Ich habe Mühe, den Versprechen der Wissenschafter zu glauben, die sich zum Respekt gegenüber der Würde der Tiere bekennen. Solche Versprechen hörte ich schon während der Abstimmungskampagnen zu den Volksinitiativen gegen die Vivisektion, über die 1985, 1992 und 1993 abgestimmt wurde. Jedesmal glaubte das Volk den Versprechen der Forschenden in der Pharmaindustrie und an den Universitäten, verwarf die Initiativen – und wurde im Nachhinein von denselben Forschenden enttäuscht.
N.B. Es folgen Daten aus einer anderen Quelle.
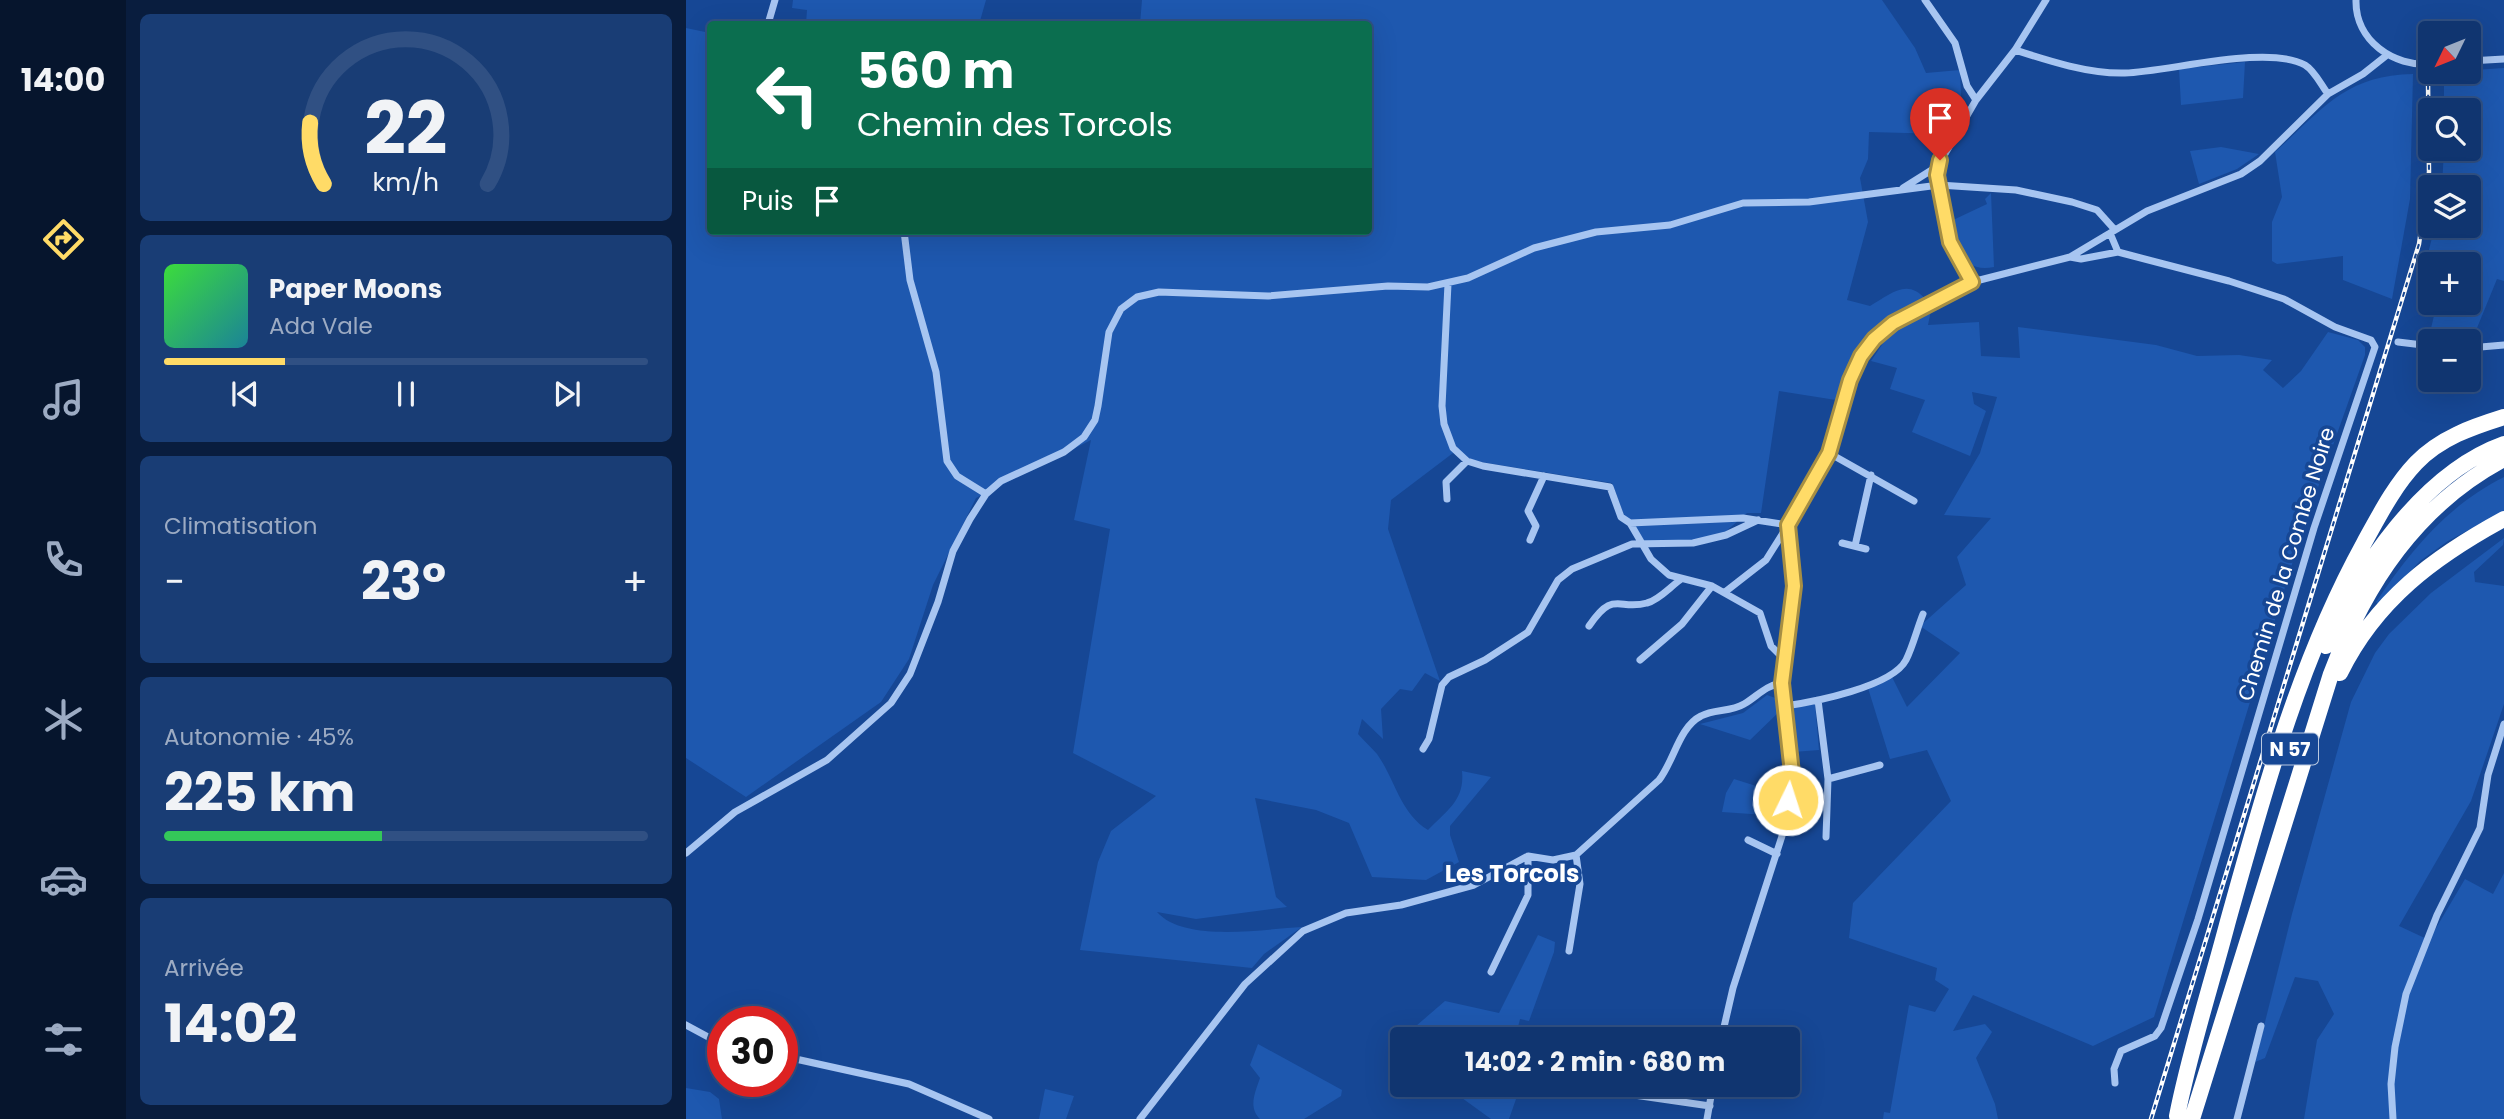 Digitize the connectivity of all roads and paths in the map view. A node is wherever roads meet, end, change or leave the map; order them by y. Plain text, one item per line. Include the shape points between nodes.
1 (775, 0) edge
2 (1925, 0) edge
3 (2046, 0) edge
4 (2356, 0) edge
5 (769, 21) edge
6 (2015, 50) junction
7 (2387, 55) junction
8 (2504, 59) edge
9 (2482, 60) edge
10 (2418, 64) edge
11 (2328, 94) junction
12 (1976, 100) junction
13 (1938, 166) junction
14 (1939, 185) junction
15 (1901, 189) junction
16 (2112, 231) junction
17 (904, 235) edge
18 (2119, 252) junction
19 (2070, 257) junction
20 (1972, 282) junction
21 (1448, 284) junction
22 (2398, 342) dead end
23 (2418, 344) edge
24 (2504, 345) edge
25 (2481, 347) edge
26 (2504, 417) edge
27 (2504, 444) edge
28 (1829, 453) junction
29 (2504, 459) edge
30 (1466, 461) junction
31 (1871, 475) junction
32 (1544, 476) junction
33 (986, 494) junction
34 (1447, 499) dead end
35 (1914, 500) dead end
36 (2504, 519) edge
37 (1758, 520) junction
38 (1630, 523) junction
39 (1788, 525) junction
40 (1530, 540) dead end
41 (1644, 544) junction
42 (1842, 544) dead end
43 (1854, 546) junction
44 (1866, 549) dead end
45 (1680, 580) junction
46 (1712, 586) junction
47 (1725, 592) junction
48 (1923, 614) dead end
49 (1589, 626) dead end
50 (1783, 659) junction
51 (1640, 660) dead end
52 (1782, 683) junction
53 (1818, 700) junction
54 (1785, 706) junction
55 (2319, 716) junction
56 (2504, 724) edge
57 (2502, 739) edge
58 (1423, 749) dead end
59 (1881, 765) dead end
60 (1828, 779) junction
61 (1826, 837) dead end
62 (1748, 840) dead end
63 (686, 853) edge
64 (1777, 854) junction
65 (1576, 855) junction
66 (1528, 856) junction
67 (1569, 951) dead end
68 (1492, 972) dead end
69 (686, 1025) edge
70 (2261, 1026) dead end
71 (1724, 1027) edge
72 (707, 1036) edge
73 (798, 1060) edge
74 (2115, 1083) dead end
75 (1648, 1097) edge
76 (1711, 1097) edge
77 (1710, 1106) junction
78 (983, 1118) edge
79 (2182, 1118) edge
80 (1140, 1119) edge
81 (1707, 1119) edge
82 (2237, 1119) edge
83 (2393, 1119) edge

1 - 5 street
2 - 12 street via 1955,43 1967,86
3 - 6 street
4 - 7 street via 2361,24
6 - 11 street via 2106,73 2216,61 2289,61 2311,70
6 - 12 street
7 - 10 street
7 - 11 street
8 - 9 street
11 - 16 street via 2249,170 2156,207
12 - 13 street
13 - 14 street
13 - 15 street
14 - 15 street
14 - 16 street via 2016,190 2073,202 2097,210
14 - 20 street via 1950,242
15 - 21 street via 1823,200 1743,203 1670,225 1597,232 1534,248
16 - 18 street
16 - 19 street
17 - 33 street via 910,280 936,372 947,461 957,476
18 - 19 street, Chemin de la Combe Noire
18 - 74 street, Chemin de la Combe Noire via 2284,299 2335,327 2371,340 2375,347 2314,528 2161,1028 2155,1036 2120,1051
19 - 20 street
20 - 28 street via 1893,323 1874,339 1850,380
21 - 30 street via 1444,424 1453,448
21 - 33 street via 1292,296 1159,292 1137,297 1121,309 1109,332 1095,420 1084,437 1064,452 1011,475
22 - 23 street
24 - 25 street
26 - 79 highway via 2456,434 2417,462 2380,515 2323,625 2251,840 2189,1058
27 - 79 highway, N 57 via 2451,476 2410,513 2366,569 2332,631 2295,734
28 - 31 street
28 - 39 street
29 - 55 highway, N 57 via 2448,495 2386,565 2346,636
30 - 32 street
30 - 34 street via 1446,482
31 - 35 street
31 - 43 street
32 - 38 street via 1605,485 1612,490 1621,517
32 - 40 street via 1528,511 1536,526
33 - 63 street via 953,551 910,674 891,703 827,760 734,812
36 - 55 highway via 2443,553 2394,596 2352,650
37 - 38 street
37 - 39 street
37 - 41 street via 1693,543
38 - 41 street
39 - 47 street via 1766,560
39 - 50 street via 1794,586
41 - 45 street via 1655,563
41 - 58 street via 1632,544 1572,569 1558,580 1528,632 1449,677 1442,685
42 - 43 street
43 - 44 street
45 - 46 street
45 - 49 street via 1646,604 1608,606
46 - 47 street
46 - 51 street via 1682,624
47 - 50 street via 1760,613 1770,646
48 - 53 street via 1897,670
50 - 52 street
52 - 54 street
52 - 65 street via 1764,688 1741,706 1710,712 1692,722 1659,780
53 - 54 street
53 - 60 street
54 - 64 street via 1792,773
55 - 79 highway, N 57
56 - 57 street
57 - 83 street via 2488,775 2473,849 2437,915 2406,994 2393,1060
59 - 60 street
60 - 61 street
62 - 64 street
64 - 71 street via 1754,915
65 - 66 street via 1553,860
65 - 67 street via 1580,884
66 - 68 street via 1528,895
66 - 80 street via 1474,885 1401,905 1346,913 1303,932 1245,984
69 - 72 street
70 - 82 street
73 - 78 street via 909,1084
75 - 77 street
76 - 77 street
77 - 81 street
Abgesehen davon kann ich mir keinen grösseren Widerspruch vorstellen als Respekt gegenüber der Würde von Tieren und dem Umstand, dass man sie gleichwohl um einer sinnlosen medizinischen Erkenntnis willen foltert und leiden lässt.
 
In allen Bereichen, in denen eine Verbesserung von sozialen oder anderen Missständen angestrebt wird, malen die Gegner das Schreckgespenst einer Isolation der Schweiz innerhalb Europas oder der Abwanderung der betroffenen Wirtschaftskreise ins Ausland an die Wand. So auch hinsichtlich einer Verschärfung der gesetzlichen Bestimmungen auf dem Gebiet der Tierversuche. Wer könnte denn solchen Standarddrohungen noch Glauben schenken? Die Schweiz als humanitäres Land sollte doch mit gutem Beispiel vorangehen, wenn es um grundsätzliche ethische Fragen geht. Gegenüber dem Ausland könnten wir mit diesem Beispiel punkten, und der Wirtschaftsstandort Basel würde dabei nicht geschwächt, sondern könnte nur gewinnen.